Skinner, meanwhile, is perhaps on the longest leash of all with the Pride roster most in need of some major surgery. Despite a very worrying start, the 2019 squad now sits as Orlando’s most in-form team after taking nine points from its last five games. It’s a points total City has to go back nine games to top and more than OCB has achieved in its last 12 games. The bigger difference with the Orlando Pride, however, is not form nor circumstance, but support.

The Pride has only had one previous head coach. Tom Sermanni guided the team to the playoffs in his second season of a three-year stint before the club decided to mutually part ways at the end of 2018. Since then, Erik Ustruck was promoted to the position of the Orlando Pride’s first ever dedicated general manager and was quick to heap praise on Skinner.

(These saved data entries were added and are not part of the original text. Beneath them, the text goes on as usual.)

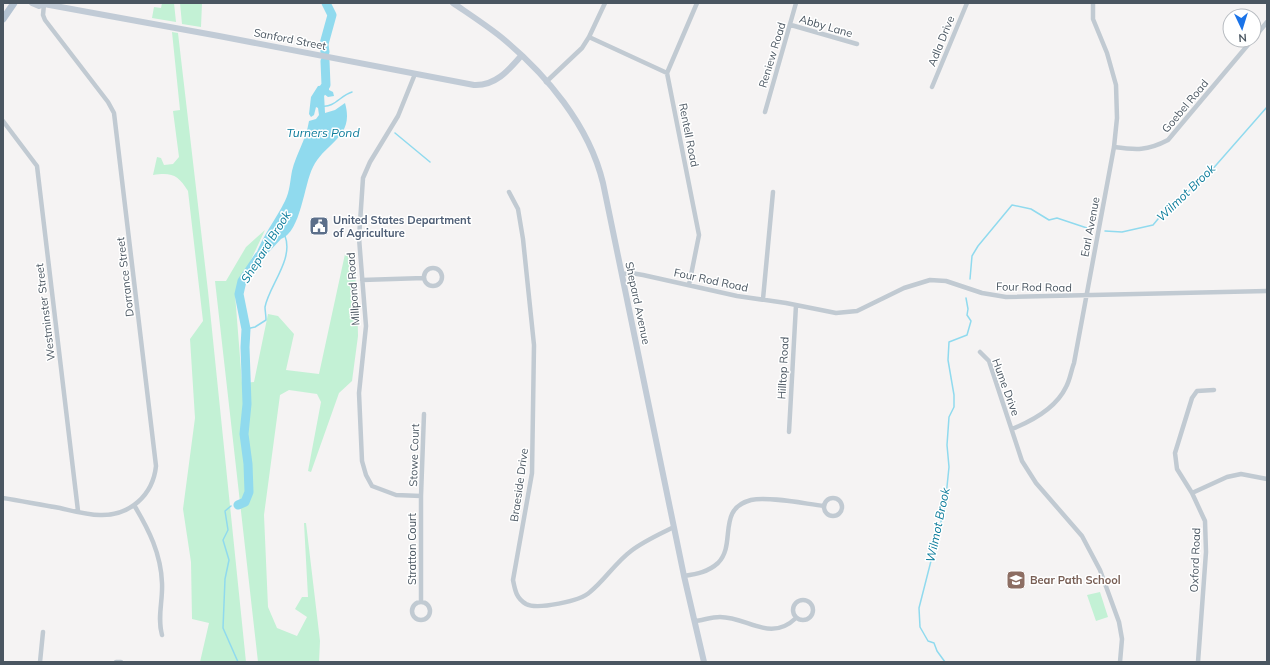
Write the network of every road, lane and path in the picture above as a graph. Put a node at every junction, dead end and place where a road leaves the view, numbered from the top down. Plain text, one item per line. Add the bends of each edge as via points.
1 (14, 3) edge
2 (32, 3) edge
3 (453, 3) edge
4 (604, 3) edge
5 (697, 3) edge
6 (796, 3) edge
7 (967, 3) edge
8 (1093, 3) edge
9 (43, 4) edge
10 (3, 20) edge
11 (791, 25) junction
12 (589, 37) junction
13 (857, 44) dead end
14 (1245, 48) edge
15 (521, 56) junction
16 (667, 73) junction
17 (415, 74) junction
18 (546, 82) junction
19 (932, 87) dead end
20 (765, 112) dead end
21 (3, 121) edge
22 (1114, 147) junction
23 (509, 192) dead end
24 (773, 192) dead end
25 (622, 274) junction
26 (424, 278) dead end
27 (362, 280) junction
28 (689, 285) junction
29 (1267, 291) edge
30 (1086, 296) junction
31 (763, 299) junction
32 (796, 305) junction
33 (980, 352) dead end
34 (1214, 390) dead end
35 (424, 414) dead end
36 (1012, 429) junction
37 (789, 432) dead end
38 (1267, 478) edge
39 (1192, 493) junction
40 (421, 496) junction
41 (3, 498) edge
42 (134, 505) junction
43 (824, 506) dead end
44 (78, 511) junction
45 (674, 527) junction
46 (684, 576) junction
47 (421, 602) junction
48 (796, 618) junction
49 (695, 621) junction
50 (43, 632) dead end
51 (162, 635) dead end
52 (40, 662) edge
53 (116, 662) edge
54 (121, 662) edge
55 (704, 662) edge
56 (1120, 662) edge
57 (1198, 662) edge

1 - 10 main road
2 - 9 main road, Sanford Street via 39,6
3 - 15 main road, Shepard Avenue via 500,36
4 - 12 street
5 - 16 street
6 - 11 street, Reniew Road
7 - 19 street, Adla Drive
8 - 22 street, Earl Avenue via 1093,18 1116,85 1117,118
9 - 17 main road, Sanford Street
9 - 42 street, Dorrance Street via 45,20 114,113 156,460 149,489
11 - 13 street, Abby Lane
11 - 20 street, Reniew Road
12 - 16 street
12 - 18 street via 576,55
14 - 22 street, Goebel Road via 1168,140 1153,148 1136,150
15 - 17 main road, Sanford Street via 499,78 486,84 474,85
15 - 18 main road, Shepard Avenue
16 - 28 street, Rentell Road via 700,236
17 - 27 street, Millpond Road via 398,116 363,178 359,238
18 - 25 main road, Shepard Avenue via 582,130 595,154
21 - 44 street, Westminster Street via 37,166
22 - 30 street, Earl Avenue
23 - 45 street, Braeside Drive via 518,209 524,239 534,345 532,473 513,580 516,595 526,604 542,606 578,599 590,593 615,564 632,550
24 - 31 street
25 - 28 street, Four Rod Road via 631,273
25 - 45 main road, Shepard Avenue
26 - 27 street
27 - 40 street, Millpond Road via 366,326 358,393 362,461 372,486 396,495
28 - 31 street, Four Rod Road
29 - 30 street, Four Rod Road
30 - 32 street, Four Rod Road via 994,296 934,280 913,284 849,313
30 - 36 street, Earl Avenue via 1074,363 1066,388 1052,406 1031,421
31 - 32 street, Four Rod Road
32 - 37 street, Hilltop Road
33 - 36 street, Hume Drive via 989,361
34 - 39 street, Oxford Road via 1197,391 1192,398 1175,453 1178,469
35 - 40 street, Stowe Court
36 - 56 street, Hume Drive via 1022,461 1032,478 1082,536 1100,570 1119,622 1122,639
38 - 39 street via 1241,474 1227,477
39 - 57 street, Oxford Road via 1205,521 1206,552
40 - 47 street, Stratton Court
41 - 44 street, Dorrance Street
42 - 44 street, Dorrance Street via 107,515
42 - 51 street via 148,529 158,555 162,583 162,606 158,621
43 - 46 street via 761,499 745,502 732,514 728,523 727,544 719,562 701,573
45 - 46 main road, Shepard Avenue
46 - 49 main road, Shepard Avenue
47 - 47 street, Stratton Court via 414,606 412,611 414,617 422,620 428,618 430,610 427,604
48 - 48 street via 802,620 810,617 810,604 804,601 796,604 793,609
48 - 49 street via 791,623 766,630 720,617
49 - 55 main road, Shepard Avenue
50 - 52 street
53 - 54 street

The crucial point is that there was no immediate time-frame for Skinner start winning for.

Despite the lack of wins at the start of the campaign, the process has been there for all to see and this year isn’t a playoff-or-bust situation like Orlando City may be. Skinner has also received extremely vocal support from his players, nine of whom have missed a large part of the season because of the World Cup and related commitments. You’d be hard pressed to find a more unified team, especially one under such pressure given the poor early results. This suggests there is more belief and confidence in Skinner to see out his project than there was with Heath, Kreis, Sermanni, Irurita, or perhaps even O’Connor.

Skinner has addressed the #SkinnerOut sentiment head on:

“I’ll take all the flack. You can hate me. ‘Sack Skinner,’ blah, blah, blah, whatever. I’m not going anywhere. Because this team believes in what we’re doing and I believe in what we’re doing, and we’re going to make sure we get to where we need to be.”

Therein lies the difference. Not only has there been an emphasis on longevity but also an openness about it, unlike Leitão, who described 2018’s second-worst MLS team as playoff caliber. That isn’t to say this wave of realism makes Skinner entirely immune. 2020 will act as the real test after he’s done one lap around NWSL and with a full off-season to shape the team.


Overall, I don’t see Marc Skinner going anywhere any time soon — not unless the Pride undo all their hard work and revert to early-season form. The team is already better than when he joined it with international players returning and will look forward to closing out the season with fight before a busy off-season under Skinner.

O’Connor’s safety, however, is more tenuous. I expect him to see out the rest of the year, but beyond that he really has to prove himself to Leitão and the OCSC staff. That doesn’t necessarily mean a trip to the postseason but another showing like the Revs game won’t make the hierarchy believe he can take them further. While the deep U.S. Open Cup run bought him a lot of good sentiment, the team was also only one point shy of the final playoff spot at the time of the quarter-final shootout win. Now after falling seven points off pace, it’s not unrealistic to imagine another change of personnel in the off-season if the front office feels O’Connor has reached his peak and it needs to move on to someone with a higher ceiling. The bigger question if and when he does go is whether or not Orlando can finally make the right hire and give enough pieces to elevate the team to a genuine and consistent contender. Surely that’s not too much to ask for from an organization that has not yet met the expectations it once so brazenly set out to defy, right?